Self-Compassion Is Not Self-Esteem

It’s a common mistake made between self-compassion and self-esteem. Just like we can easily swap in error sympathy and empathy which are also very different. Our self-identity is really hard to measure ourselves from our point of view. We sometimes need the feedback or another third party to help us out.

I found this test you can take by Dr. Kristin Neff on her official website. Dr. Neff has been recognized as being the first one to operationally define and measure the self-compassion for over 10 years. I decided to test my level of self-compassion.

Here’s the link if you liked to try yourself:

It was interesting to look at the scores for myself. I scored high for overall compassion barely. Mostly because my highest attribute mindfulness (which I have been practicing for almost a year now daily) balanced me out. Being mindful does an incredible job helping me to obviously find self-awareness. That self-awareness in turn helps me recognize and deal with emotions better that I feel. Self-judgement, over-identification, and isolation scores were low which is what you want them to be according to the assessment. Now I know, so now I can work on getting them higher.
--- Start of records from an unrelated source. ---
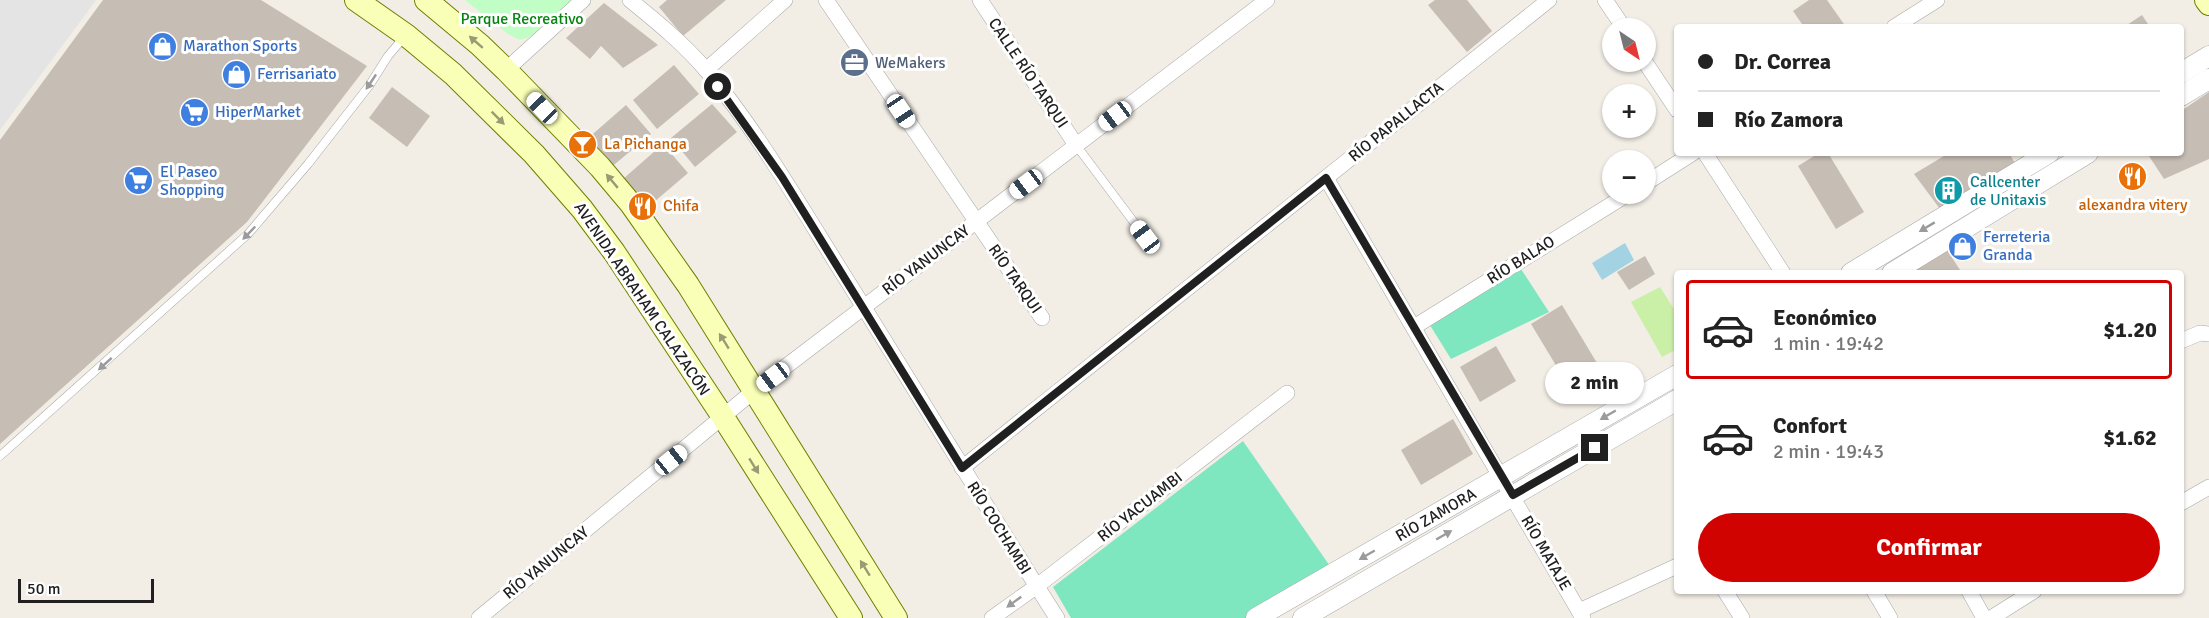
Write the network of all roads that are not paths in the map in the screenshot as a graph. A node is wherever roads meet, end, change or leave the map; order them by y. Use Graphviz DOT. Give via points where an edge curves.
graph roads {
  1 [pos="356,0"];
  2 [pos="426,0"];
  3 [pos="583,0"];
  4 [pos="630,0"];
  5 [pos="785,0"];
  6 [pos="826,0"];
  7 [pos="980,0"];
  8 [pos="1267,0"];
  9 [pos="1549,0"];
  10 [pos="1605,0"];
  11 [pos="1937,0"];
  12 [pos="1617,18"];
  13 [pos="1899,24"];
  14 [pos="406,35"];
  15 [pos="2209,56"];
  16 [pos="506,70"];
  17 [pos="706,70"];
  18 [pos="2184,71"];
  19 [pos="1652,72"];
  20 [pos="2209,79"];
  21 [pos="2184,94"];
  22 [pos="1674,106"];
  23 [pos="1076,146"];
  24 [pos="1689,156"];
  25 [pos="1707,156"];
  26 [pos="2044,156"];
  27 [pos="2083,156"];
  28 [pos="1656,177"];
  29 [pos="1326,178"];
  30 [pos="1612,204"];
  31 [pos="976,222"];
  32 [pos="1145,237"];
  33 [pos="1781,270"];
  34 [pos="1856,270"];
  35 [pos="1897,270"];
  36 [pos="864,307"];
  37 [pos="1042,318"];
  38 [pos="1414,327"];
  39 [pos="2209,334"];
  40 [pos="2184,340"];
  41 [pos="1674,377"];
  42 [pos="755,390"];
  43 [pos="1287,393"];
  44 [pos="1674,402"];
  45 [pos="723,417"];
  46 [pos="0,456"];
  47 [pos="962,468"];
  48 [pos="1502,477"];
  49 [pos="2209,487"];
  50 [pos="1513,495"];
  51 [pos="2184,501"];
  52 [pos="1674,568"];
  53 [pos="1037,586"];
  54 [pos="1727,594"];
  55 [pos="1876,594"];
  56 [pos="1971,594"];
  57 [pos="2029,594"];
  58 [pos="1581,614"];
  59 [pos="479,618"];
  60 [pos="851,618"];
  61 [pos="896,618"];
  62 [pos="992,618"];
  63 [pos="1057,618"];
  64 [pos="1256,618"];
  65 [pos="1303,618"];
  66 [pos="1742,618"];
  67 [pos="1890,618"];
  68 [pos="1984,618"];
  69 [pos="1991,618"];
  1 -- 14 [label="main road, AVENIDA ABRAHAM CALAZACÓN"];
  16 -- 2 [label="main road, one-way"];
  3 -- 16 [label="street"];
  4 -- 17 [label="street, RÍO COCHAMBI" via="663,26"];
  5 -- 17 [label="street"];
  6 -- 31 [label="street, RÍO TARQUI"];
  7 -- 23 [label="street, CALLE RÍO TARQUI"];
  8 -- 23 [label="street, RÍO YANUNCAY"];
  9 -- 29 [label="street, RÍO PAPALLACTA"];
  10 -- 12 [label="street"];
  11 -- 13 [label="street"];
  14 -- 45 [label="main road, AVENIDA ABRAHAM CALAZACÓN, one-way" via="485,105 575,200"];
  14 -- 46 [label="lane, one-way" via="308,164 248,234"];
  15 -- 18 [label="street"];
  42 -- 16 [label="main road, one-way" via="631,204"];
  17 -- 36 [label="street, RÍO COCHAMBI" via="782,177"];
  19 -- 22 [label="street"];
  20 -- 21 [label="street"];
  23 -- 31 [label="street, RÍO YANUNCAY"];
  23 -- 32 [label="lane"];
  24 -- 28 [label="street"];
  25 -- 33 [label="street"];
  26 -- 34 [label="street, one-way"];
  27 -- 35 [label="street"];
  29 -- 38 [label="street, RÍO MATAJE"];
  29 -- 47 [label="street, RÍO PAPALLACTA"];
  30 -- 38 [label="street, RÍO BALAO"];
  31 -- 36 [label="street, RÍO YANUNCAY"];
  31 -- 37 [label="street, RÍO TARQUI"];
  36 -- 42 [label="street, RÍO YANUNCAY"];
  36 -- 47 [label="street, RÍO COCHAMBI"];
  38 -- 48 [label="street, RÍO MATAJE"];
  39 -- 40 [label="street"];
  41 -- 48 [label="street, RÍO ZAMORA, one-way"];
  42 -- 45 [label="street, RÍO YANUNCAY"];
  61 -- 42 [label="main road, one-way"];
  43 -- 53 [label="street, RÍO YACUAMBI"];
  44 -- 50 [label="street, RÍO ZAMORA"];
  45 -- 59 [label="street, RÍO YANUNCAY"];
  45 -- 60 [label="main road, AVENIDA ABRAHAM CALAZACÓN, one-way"];
  47 -- 53 [label="street, RÍO COCHAMBI"];
  48 -- 50 [label="street, RÍO MATAJE"];
  48 -- 64 [label="street, RÍO ZAMORA, one-way"];
  49 -- 51 [label="street"];
  50 -- 58 [label="street, RÍO MATAJE"];
  65 -- 50 [label="street, RÍO ZAMORA, one-way"];
  52 -- 58 [label="street"];
  53 -- 62 [label="street, RÍO YACUAMBI, one-way"];
  53 -- 63 [label="street, RÍO COCHAMBI"];
  54 -- 66 [label="street"];
  55 -- 67 [label="street"];
  56 -- 68 [label="street"];
  57 -- 69 [label="street"];
}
With self-compassion, we give ourselves the same kindness and care we’d give to a good friend. – Dr. Kristin Neff

Kristin does a great job of really simplifying self-compassion into three elements that we can work through to improve our work with being more kind and caring to ourselves.

  • Self-kindness vs. self-judgement (one that’s hard for me) is aligned to seeing ourselves as imperfect. If you’re a perfectionist this one is really hard and one to be mindful of. You have to be able to respond to failure of any kind with an understanding that things will not always go as hoped. Furthermore, that its okay. My wife always tells me, all you can do is your best.
  • Common humanity vs. isolation. Isolation is good for meditation and mindfulness practices. But, bad when we think we’re the only one feeling the way we do. However, to error as they say is human right? When we can understand and connect to that idea, we’ll start to see others in the same boat. Even better, when we see humanity in the same space having the same difficulty, a community of support can be built.
  • Mindfulness vs. over-identification. We cannot stop negative emotions from encroaching in on us, but we can choose how we deal with them once they’re there. It’s all about balance. Practicing regular mediation or mindfulness techniques can equalize our emotions so we don’t get swept away by them.

Here’s a great video I found of Kristin really explaining the three points in her own words. (6 min.)

We’re human. And with that, it comes with a lot of things that go wrong in our life. I hope you found some common humanity with me on the series the past week on compassion. Maybe even some work you might need to do on yourself and with others through compassion.

The next series I have planned for this week to wrap up May with is going to be around simplicity. Simple can be a lot harder than complex.

Thanks for reading and hope you’re week starts off incredible!